Criminosos invadem sistema do CNJ e soltam detentos com alvarás fraudados
Condenados por crimes graves foram libertados após hackers adulterarem sistema judicial nacional.
Criminosos invadiram o sistema do Conselho Nacional de Justiça (CNJ) e conseguiram emitir alvarás de soltura fraudulentos, libertando detentos em todo o país. A ação, descoberta pelas autoridades, resultou na libertação de presos condenados por crimes como assassinato, tráfico de drogas e estupro. A fraude expôs uma grave vulnerabilidade no principal sistema de informação da Justiça brasileira.
O ataque cibernético permitiu que os hackers adulterassem decisões judiciais e gerassem documentos oficiais falsos. As ordens de soltura fraudulentas foram enviadas para presídios, que cumpriram os mandatos sem suspeitar da ilegitimidade. O CNJ, órgão responsável pelo controle administrativo e financeiro do Poder Judiciário, já acionou a Polícia Federal para investigar a invasão e rastrear os responsáveis.
Condenados por crimes hediondos ficam de fora de indulto
O episódio ocorre em meio às discussões sobre os indultos de Natal. Conforme a legislação, condenados por crimes hediondos, como assassinato, tráfico e estupro, estão automaticamente excluídos dos benefícios de saída temporária ou perdão concedidos nesta época do ano. A fraude, portanto, libertou indivíduos que não teriam qualquer chance de sair da prisão por vias legais durante as festividades.
“Estamos diante de um ataque sem precedentes à segurança jurídica do país”, afirmou uma fonte do CNJ que preferiu não se identificar. A investigação busca identificar quantos presos foram soltos ilegalmente e em quais estados os alvarás falsos foram cumpridos.

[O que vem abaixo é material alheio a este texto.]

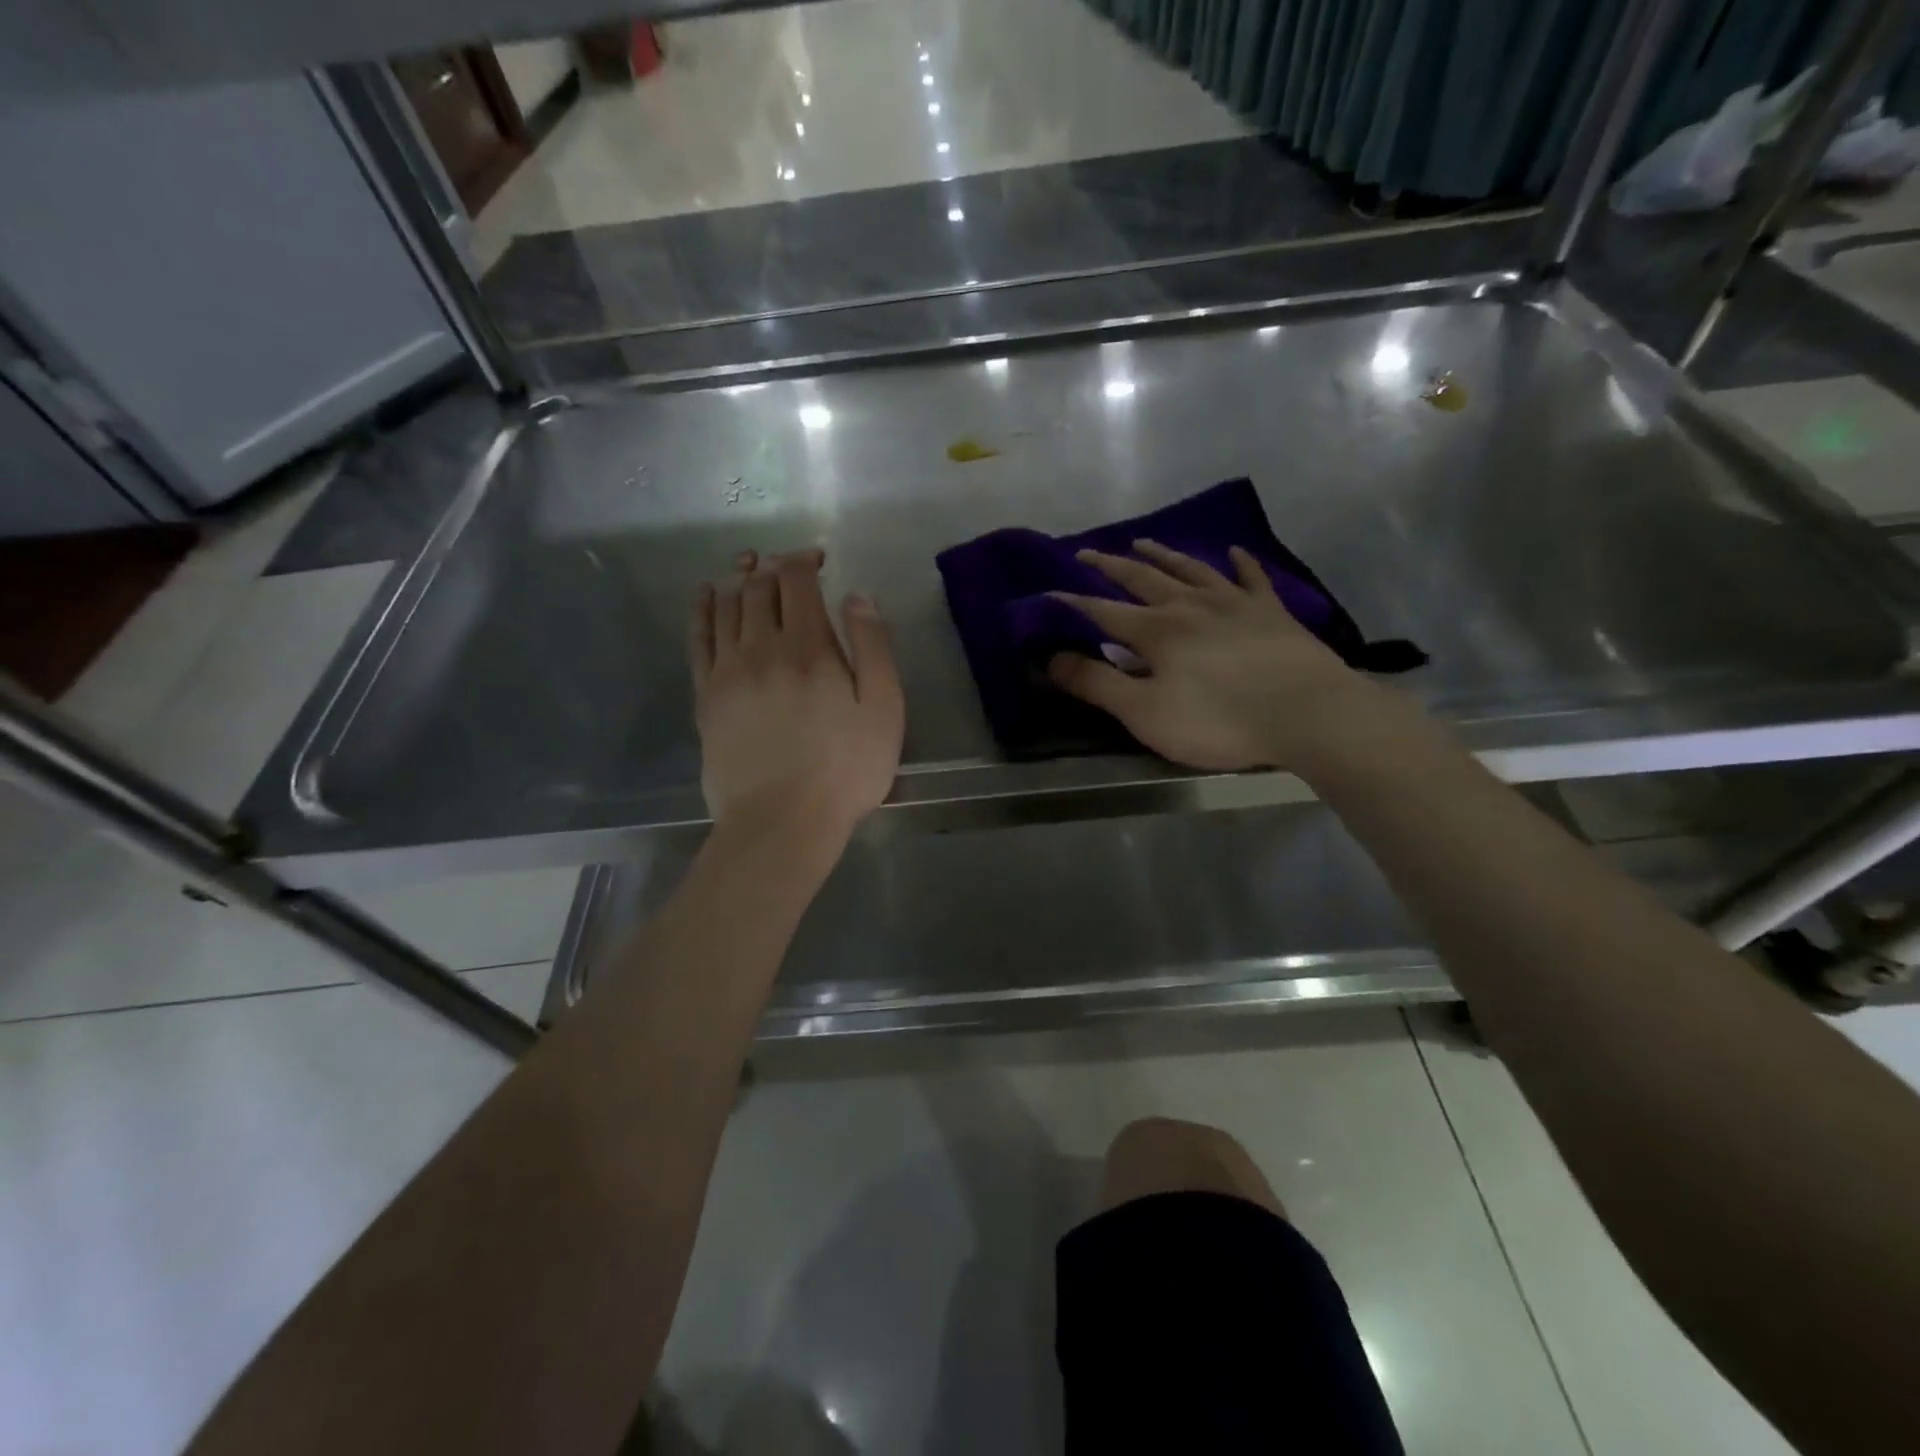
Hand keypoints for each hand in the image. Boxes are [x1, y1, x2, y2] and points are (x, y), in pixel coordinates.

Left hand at [690, 549, 903, 848]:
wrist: (781, 821)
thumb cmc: (845, 769)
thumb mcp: (883, 708)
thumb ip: (873, 646)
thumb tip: (856, 596)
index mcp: (808, 647)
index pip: (796, 581)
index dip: (804, 559)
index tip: (818, 558)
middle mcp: (761, 648)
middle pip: (757, 589)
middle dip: (771, 566)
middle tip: (784, 563)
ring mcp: (727, 672)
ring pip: (725, 607)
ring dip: (736, 579)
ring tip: (746, 567)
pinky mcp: (706, 697)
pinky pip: (698, 640)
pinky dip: (701, 610)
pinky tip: (705, 596)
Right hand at [1048, 540, 1386, 771]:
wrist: (1305, 713)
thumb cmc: (1218, 719)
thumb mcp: (1144, 712)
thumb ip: (1097, 684)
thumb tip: (1050, 659)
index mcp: (1156, 630)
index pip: (1103, 611)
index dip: (1073, 603)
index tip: (1048, 592)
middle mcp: (1190, 605)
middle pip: (1142, 578)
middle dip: (1110, 566)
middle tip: (1087, 551)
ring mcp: (1234, 603)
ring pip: (1190, 569)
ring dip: (1163, 554)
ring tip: (1143, 541)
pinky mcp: (1271, 611)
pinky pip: (1251, 578)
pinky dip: (1239, 563)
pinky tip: (1233, 552)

Contexto de decisões do STF sobre prisões
O caso surge no mesmo período em que o Supremo Tribunal Federal (STF) analisa pedidos de prisão domiciliar. Recentemente, o ministro Alexandre de Moraes concedeu o benefício ao general da reserva Augusto Heleno e a mais 20 investigados, mas negou o mesmo direito ao ex-presidente Jair Bolsonaro e a outros 16 réus.
Em decisão separada, Moraes também autorizou que Bolsonaro seja internado para uma cirurgia amanhã, véspera de Natal. A operação foi solicitada pela defesa do ex-presidente e aceita pelo ministro relator de seus processos no STF.
Medidas econômicas em paralelo
Enquanto a crise no sistema judiciário se desenrola, o governo federal anunciou a liberação do saldo retido do Fundo de Garantia do Tempo de Serviço (FGTS) para aproximadamente 14 milhões de trabalhadores. A medida injetará recursos na economia às vésperas do fim do ano.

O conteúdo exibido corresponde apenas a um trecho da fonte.